Your instructions
The expected answer is the data below, printed verbatim without its pictures.

Saved entries

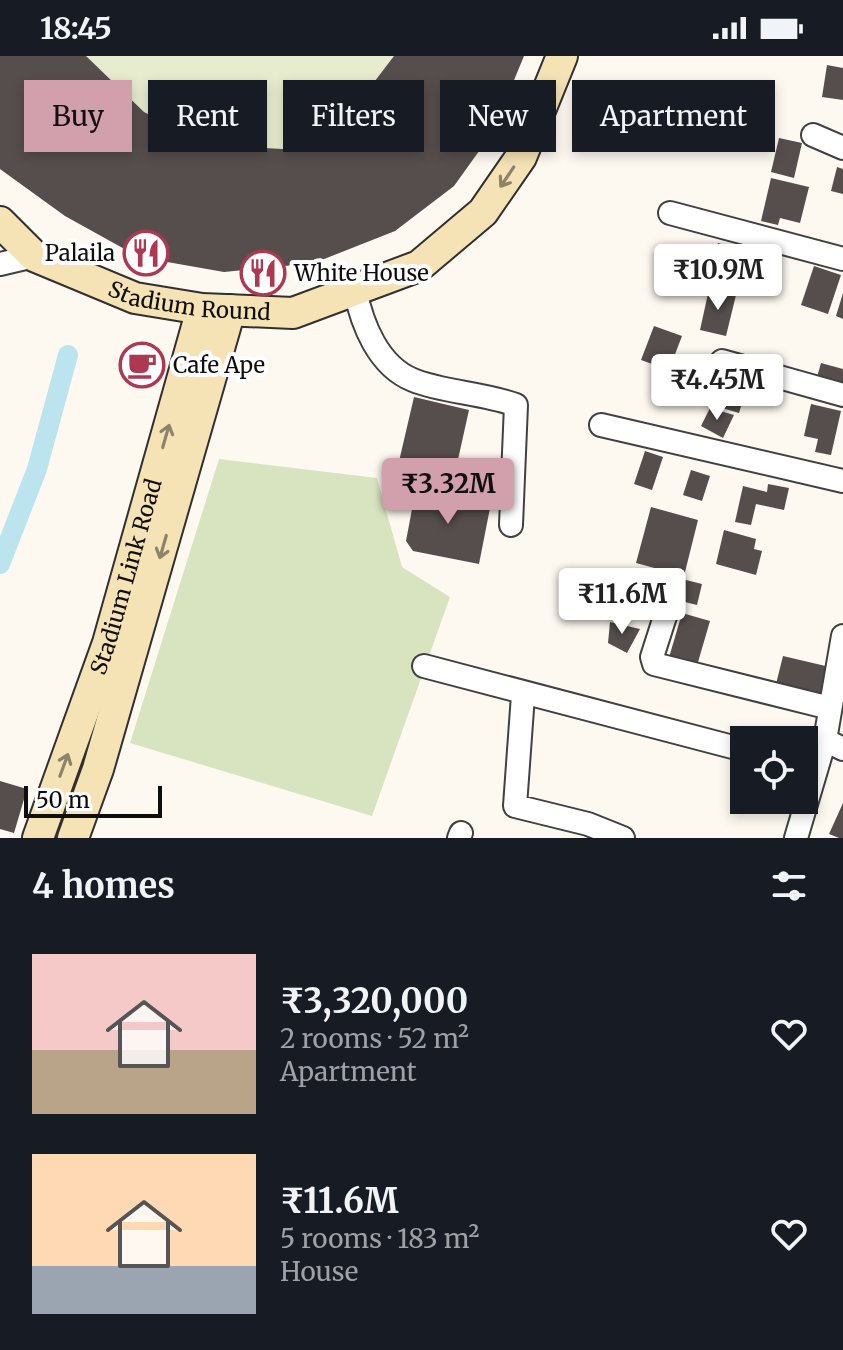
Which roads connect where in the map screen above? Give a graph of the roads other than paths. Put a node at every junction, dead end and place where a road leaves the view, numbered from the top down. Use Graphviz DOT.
graph roads {
  1 [pos="562,56"];
  2 [pos="813,135"];
  3 [pos="843,148"];
  4 [pos="670,213"];
  5 [pos="0,222"];
  6 [pos="34,256"];
  7 [pos="843,259"];
  8 [pos="0,264"];
  9 [pos="355,290"];
  10 [pos="216,310"];
  11 [pos="722,361"];
  12 [pos="843,395"];
  13 [pos="601,425"];
  14 [pos="843,481"];
  15 [pos="511,525"];
  16 [pos="669,604"];
  17 [pos="843,636"];
  18 [pos="424,666"];
  19 [pos="523,695"];
  20 [pos="830,708"];
  21 [pos="834,744"];
  22 [pos="730,747"];
  23 [pos="818,760"];
  24 [pos="801,814"];
  25 [pos="617,837"];
  26 [pos="38,838"];
  27 [pos="73,838"];
  28 [pos="796,838"];
  1 -- 9 [label="street, Stadium Round, one-way"];
  2 -- 3 [label="street"];
  4 -- 7 [label="street"];
  5 -- 6 [label="street, Stadium Round"];
  6 -- 8 [label="street"];
  6 -- 10 [label="street, Stadium Round"];
  9 -- 10 [label="street, Stadium Round"];
  9 -- 15 [label="street"];
  26 -- 10 [label="street, Stadium Link Road, one-way"];
  10 -- 27 [label="street, Stadium Link Road, one-way"];
  11 -- 12 [label="street"];
  13 -- 14 [label="street"];
  16 -- 20 [label="street"];
  17 -- 20 [label="street"];
  18 -- 19 [label="street"];
  19 -- 22 [label="street"];
  19 -- 25 [label="street"];
  20 -- 21 [label="street"];
  21 -- 23 [label="street"];
  24 -- 28 [label="street"];
}
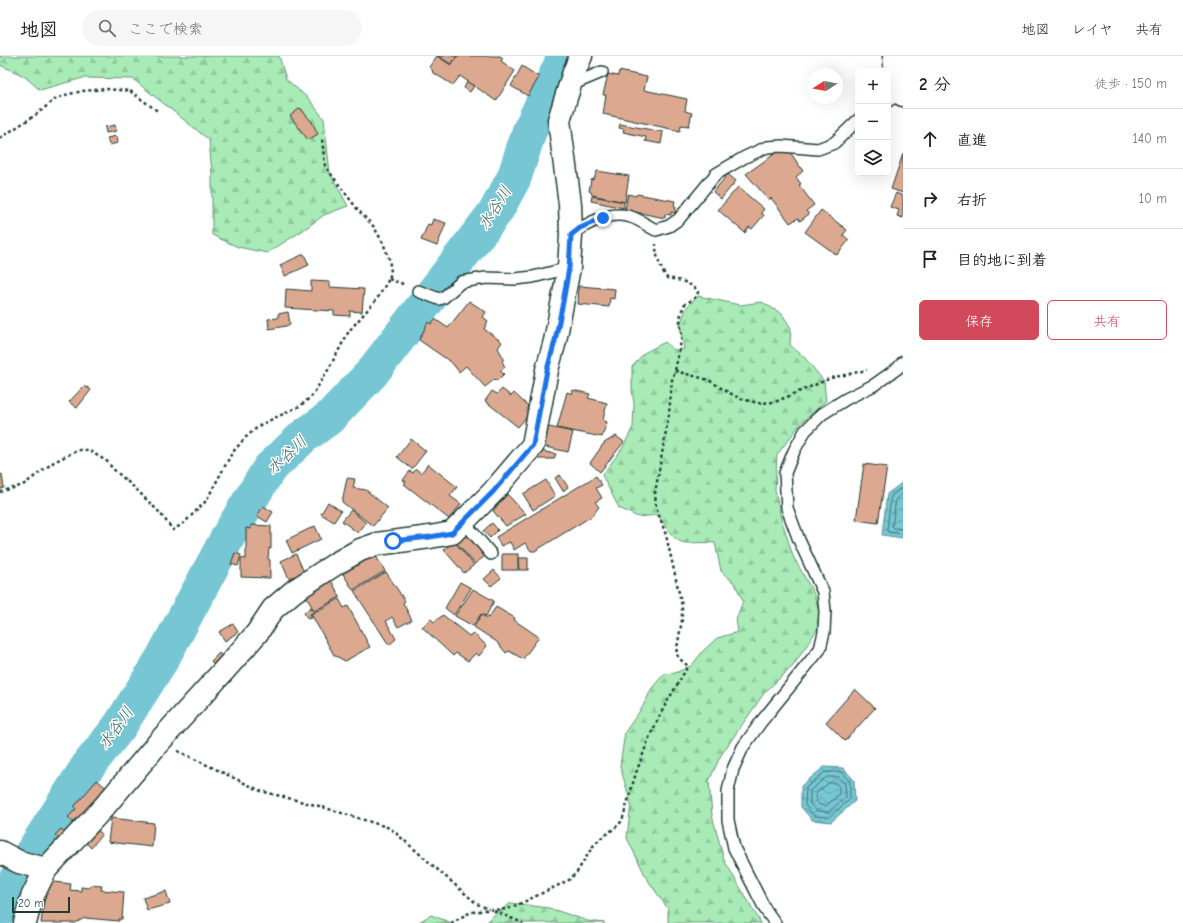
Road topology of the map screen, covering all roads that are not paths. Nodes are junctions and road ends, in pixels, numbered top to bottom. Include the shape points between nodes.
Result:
1 (581, 56) edge
2 (894, 56) edge
3 (602, 72) dead end
4 (569, 86) junction
5 (897, 96) edge
6 (855, 123) edge
7 (571, 235) junction
8 (569, 268) junction
9 (418, 290) dead end
10 (903, 362) edge
11 (464, 522) junction
12 (491, 554) dead end
13 (0, 852) edge
14 (46, 869) junction
15 (25, 923) edge
16 (775, 923) edge

1 - 4 street
2 - 5 street
3 - 4 lane
4 - 7 street via 559,120 570,204
6 - 7 lane via 834,143 818,150 767,147 745,157 716,174 679,219 669,226 656,230 631,217 619,215 603,218
7 - 8 street
8 - 9 lane via 533,277 486,278 461,282 439,299
8 - 11 street via 533,445
10 - 16 lane via 874,385 822,414 805,431 785,473 787,508 823,592 824,632 820,649 743,747 733,769 728,791 728,820 734,848
11 - 12 lane
11 - 14 street via 452,533 376,544 360,550 294,591 273,609 257,633
13 - 14 street via 19,862
14 - 15 street via 32,897

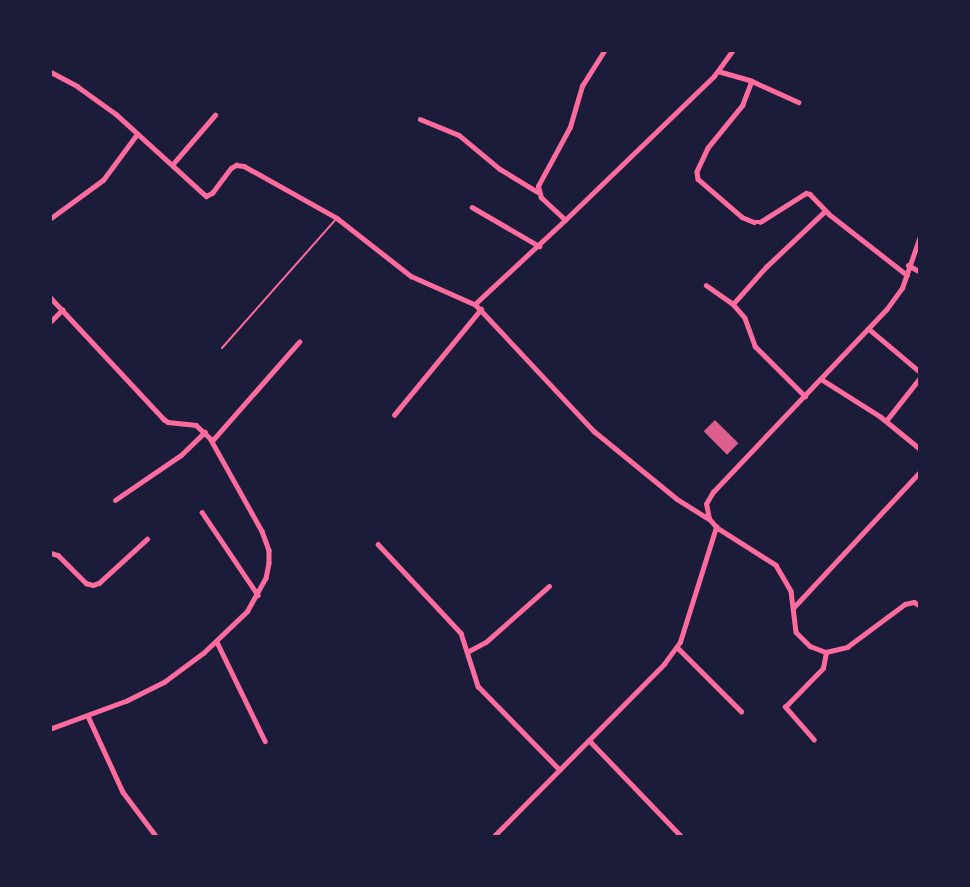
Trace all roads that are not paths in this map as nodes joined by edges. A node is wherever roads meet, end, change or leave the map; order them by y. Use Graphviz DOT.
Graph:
graph roads {
  1 [pos="604,51"];
  2 [pos="732,51"];
  3 [pos="718,71"];
  4 [pos="51,72"];
  5 [pos="752,81"];
  6 [pos="798,102"];
  7 [pos="215,115"];
  8 [pos="420,118"];
  9 [pos="137,134"];
  10 [pos="172,165"];
  11 [pos="538,192"];
  12 [pos="472,207"];
  13 [pos="825,211"];
  14 [pos="51,218"];
  15 [pos="337,218"];
  16 [pos="565,220"];
  17 [pos="919,239"];
  18 [pos="539,246"];
  19 [pos="908,265"];
  20 [pos="919,271"];
  21 [pos="907,275"];
  22 [pos="706,285"];
  23 [pos="51,298"];
  24 [pos="475,304"];
  25 [pos="732,304"];
  26 [pos="481,309"];
  27 [pos="62,310"];
  28 [pos="51,321"];
  29 [pos="869,329"];
  30 [pos="299,342"];
  31 [pos="222,348"];
  32 [pos="919,371"];
  33 [pos="821,379"];
  34 [pos="919,380"];
  35 [pos="805,396"];
  36 [pos="394,415"];
  37 [pos="886,421"];
  38 [pos="205,432"];
  39 [pos="212,441"];
  40 [pos="919,448"];
  41 [pos="919,472"];
  42 [pos="115,500"];
  43 [pos="202,512"];
  44 [pos="708,519"];
  45 [pos="716,527"];
  46 [pos="147,539"];
  47 [pos="378,544"];
  48 [pos="51,554"];
  49 [pos="549,586"];
  50 [pos="258,595"];
  51 [pos="919,605"];
  52 [pos="793,608"];
  53 [pos="218,642"];
  54 [pos="677,647"];
  55 [pos="467,652"];
  56 [pos="826,652"];
  57 [pos="741,711"];
  58 [pos="88,716"];
  59 [pos="51,729"];
  60 [pos="589,740"];
  61 [pos="814,740"];
  62 [pos="265,741"];
  63 [pos="560,770"];
  64 [pos="156,836"];
  65 [pos="494,836"];
  66 [pos="681,836"];
  1 -- 11 [label="street"];
  2 -- 3 [label="street"];
  3 -- 5 [label="street"];
  3 -- 16 [label="street"];
  4 -- 9 [label="street"];
  5 -- 6 [label="street"];
  5 -- 13 [label="street"];
  7 -- 10 [label="street"];
  8 -- 11 [label="street"];
  9 -- 10 [label="street"];
  9 -- 14 [label="street"];
  10 -- 15 [label="street"];
  11 -- 16 [label="street"];
  12 -- 18 [label="street"];
  13 -- 21 [label="street"];
  13 -- 25 [label="street"];
  15 -- 24 [label="street"];
  15 -- 31 [label="lane"];
  16 -- 18 [label="street"];
  17 -- 19 [label="street"];
  18 -- 24 [label="street"];
  19 -- 20 [label="street"];
  19 -- 21 [label="street"];
  21 -- 29 [label="street"];
  22 -- 25 [label="street"];
  23 -- 27 [label="street"];
  24 -- 26 [label="street"];
  25 -- 35 [label="street"];
  26 -- 36 [label="street"];
  26 -- 44 [label="street"];
  27 -- 28 [label="street"];
  27 -- 38 [label="street"];
  29 -- 32 [label="street"];
  29 -- 33 [label="street"];
  30 -- 39 [label="street"];
  33 -- 35 [label="street"];
  33 -- 37 [label="street"];
  34 -- 37 [label="street"];
  35 -- 44 [label="street"];
  37 -- 40 [label="street"];
  38 -- 39 [label="street"];
  38 -- 42 [label="street"];
  39 -- 50 [label="street"];
  41 -- 52 [label="street"];
  43 -- 50 [label="street"];
  44 -- 45 [label="street"];
  45 -- 52 [label="street"];
  45 -- 54 [label="street"];
  46 -- 48 [label="street"];
  47 -- 55 [label="street"];
  49 -- 55 [label="street"];
  50 -- 53 [label="street"];
  51 -- 56 [label="street"];
  52 -- 56 [label="street"];
  53 -- 58 [label="street"];
  53 -- 62 [label="street"];
  54 -- 57 [label="street"];
  54 -- 60 [label="street"];
  55 -- 63 [label="street"];
  56 -- 61 [label="street"];
  58 -- 59 [label="street"];
  58 -- 64 [label="street"];
  60 -- 63 [label="street"];
  60 -- 66 [label="street"];
  63 -- 65 [label="street"];
}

Exercise response
Which roads connect where in the map screen above? Give a graph of the roads other than paths. Put a node at every junction, dead end and place where a road leaves the view, numbered from the top down. Use Graphviz DOT.
graph roads {
  1 [pos="562,56"];
  2 [pos="813,135"];
  3 [pos="843,148"];
  4 [pos="670,213"];
  5 [pos="0,222"];
  6 [pos="34,256"];
  7 [pos="843,259"];
  8 [pos="0,264"];
  9 [pos="355,290"];
  10 [pos="216,310"];
  11 [pos="722,361"];
  12 [pos="843,395"];
  13 [pos="601,425"];
  14 [pos="843,481"];
  15 [pos="511,525"];
  16 [pos="669,604"];
  17 [pos="843,636"];
  18 [pos="424,666"];
  19 [pos="523,695"];
  20 [pos="830,708"];
  21 [pos="834,744"];
  22 [pos="730,747"];
  23 [pos="818,760"];
  24 [pos="801,814"];
  25 [pos="617,837"];
  26 [pos="38,838"];
  27 [pos="73,838"];
  28 [pos="796,838"];
  1 -- 9 [label="street, Stadium Round, one-way"];
  2 -- 3 [label="street"];
  4 -- 7 [label="street"];
  5 -- 6 [label="street, Stadium Round"];
  6 -- 8 [label="street"];
  6 -- 10 [label="street, Stadium Round"];
  9 -- 10 [label="street, Stadium Round"];
  9 -- 15 [label="street"];
  26 -- 10 [label="street, Stadium Link Road, one-way"];
  10 -- 27 [label="street, Stadium Link Road, one-way"];
  11 -- 12 [label="street"];
  13 -- 14 [label="street"];
  16 -- 20 [label="street"];
  17 -- 20 [label="street"];
  18 -- 19 [label="street"];
  19 -- 22 [label="street"];
  19 -- 25 [label="street"];
  20 -- 21 [label="street"];
  21 -- 23 [label="street"];
  24 -- 28 [label="street"];
}
Road topology of the map screen, covering all roads that are not paths. Nodes are junctions and road ends, in pixels, numbered top to bottom. Include the shape points between nodes.
Result:
1 (581, 56) edge
2 (894, 56) edge
3 (602, 72) dead end
4 (569, 86) junction
5 (897, 96) edge
6 (855, 123) edge
7 (571, 235) junction
8 (569, 268) junction
9 (418, 290) dead end
10 (903, 362) edge
11 (464, 522) junction
12 (491, 554) dead end
13 (0, 852) edge
14 (46, 869) junction
15 (25, 923) edge
16 (775, 923) edge

1 - 4 street
2 - 5 street
3 - 4 lane
4 - 7 street via 559,120 570,204
6 - 7 lane via 834,143 818,150 767,147 745,157 716,174 679,219 669,226 656,230 631,217 619,215 603,218
7 - 8 street
8 - 9 lane via 533,277 486,278 461,282 439,299
8 - 11 street via 533,445
10 - 16 lane via 874,385 822,414 805,431 785,473 787,508 823,592 824,632 820,649 743,747 733,769 728,791 728,820 734,848
11 - 12 lane
11 - 14 street via 452,533 376,544 360,550 294,591 273,609 257,633
13 - 14 street via 19,862
14 - 15 street via 32,897

Trace all roads that are not paths in this map as nodes joined by edges. A node is wherever roads meet, end, change or leave the map; order them by y. Use Graphviz DOT.
Graph:
graph roads {
  1 [pos="604,51"];
  2 [pos="732,51"];
  3 [pos="718,71"];
  4 [pos="51,72"];
  5 [pos="752,81"];
  6 [pos="798,102"];
  7 [pos="215,115"];
  8 [pos="420,118"];
  9 [pos="137,134"];
  10 [pos="172,165"];
  11 [pos="538,192"];
  12 [pos="472,207"];
  13 [pos="825,211"];
  14 [pos="51,218"];
  15 [pos="337,218"];
  16 [pos="565,220"];
  17 [pos="919,239"];
  18 [pos="539,246"];
  19 [pos="908,265"];
  20 [pos="919,271"];
  21 [pos="907,275"];
  22 [pos="706,285"];
  23 [pos="51,298"];
  24 [pos="475,304"];
  25 [pos="732,304"];
  26 [pos="481,309"];
  27 [pos="62,310"];
  28 [pos="51,321"];
  29 [pos="869,329"];
  30 [pos="299,342"];
  31 [pos="222,348"];
  32 [pos="919,371"];
  33 [pos="821,379"];
  34 [pos="919,380"];
  35 [pos="805,396"];
  36 [pos="394,415"];
  37 [pos="886,421"];
  38 [pos="205,432"];
  39 [pos="212,441"];
  40 [pos="919,448"];
  41 [pos="919,472"];
  42 [pos="115,500"];
  43 [pos="202,512"];
  44 [pos="708,519"];
  45 [pos="716,527"];
  46 [pos="147,539"];
  47 [pos="378,544"];
  48 [pos="51,554"];
  49 [pos="549,586"];
  50 [pos="258,595"];
  51 [pos="919,605"];
  52 [pos="793,608"];
  53 [pos="218,642"];
  54 [pos="677,647"];
  55 [pos="467,652"];
  56 [pos="826,652"];
  57 [pos="741,711"];
  58 [pos="88,716"];
  59 [pos="51,729"];
  60 [pos="589,740"];
  61 [pos="814,740"];
  62 [pos="265,741"];
  63 [pos="560,770"];
  64 [pos="156,836"];
  65 [pos="494,836"];
  66 [pos="681,836"];
  1 -- 11 [label="street"];
  2 -- 3 [label="street"];
  3 -- 5 [label="street"];
  3 -- 16 [label="street"];
  4 -- 9 [label="street"];
  5 -- 6 [label="street"];
  5 -- 13 [label="street"];
  7 -- 10 [label="street"];
  8 -- 11 [label="street"];
  9 -- 10 [label="street"];
  9 -- 14 [label="street"];
  10 -- 15 [label="street"];
  11 -- 16 [label="street"];
  12 -- 18 [label="street"];
  13 -- 21 [label="street"];
  13 -- 25 [label="street"];
  15 -- 24 [label="street"];
  15 -- 31 [label="lane"];
  16 -- 18 [label="street"];
  17 -- 19 [label="street"];
  18 -- 24 [label="street"];
  19 -- 20 [label="street"];
  19 -- 21 [label="street"];
  21 -- 29 [label="street"];
  22 -- 25 [label="street"];
  23 -- 27 [label="street"];
  24 -- 26 [label="street"];
  25 -- 35 [label="street"];
  26 -- 36 [label="street"];
  26 -- 44 [label="street"];
  27 -- 28 [label="street"];
  27 -- 38 [label="street"];
  29 -- 32 [label="street"];
  29 -- 33 [label="street"];
  30 -- 39 [label="street"];
  33 -- 35 [label="street"];
  33 -- 37 [label="street"];
  34 -- 37 [label="street"];
  35 -- 44 [label="street"];
  37 -- 40 [label="street"];
  38 -- 39 [label="street"];
  38 -- 42 [label="street"];
  39 -- 50 [label="street"];
  41 -- 52 [label="street"];
  43 -- 50 [label="street"];
  44 -- 45 [label="street"];
  45 -- 52 [label="street"];
  45 -- 54 [label="street"];
  46 -- 48 [label="street"];
  47 -- 55 [label="street"];
  49 -- 55 [label="street"];
  50 -- 53 [label="street"];
  51 -- 56 [label="street"];
  52 -- 56 [label="street"];
  53 -- 58 [label="street"];
  53 -- 62 [label="street"];
  54 -- 57 [label="street"];
  54 -- 60 [label="street"];
  55 -- 63 [label="street"];
  56 -- 61 [label="street"];
  58 -- 59 [label="street"];
  58 -- 64 [label="street"];
  60 -- 63 [label="street"];
  60 -- 66 [label="street"];
  63 -- 65 [label="street"];
}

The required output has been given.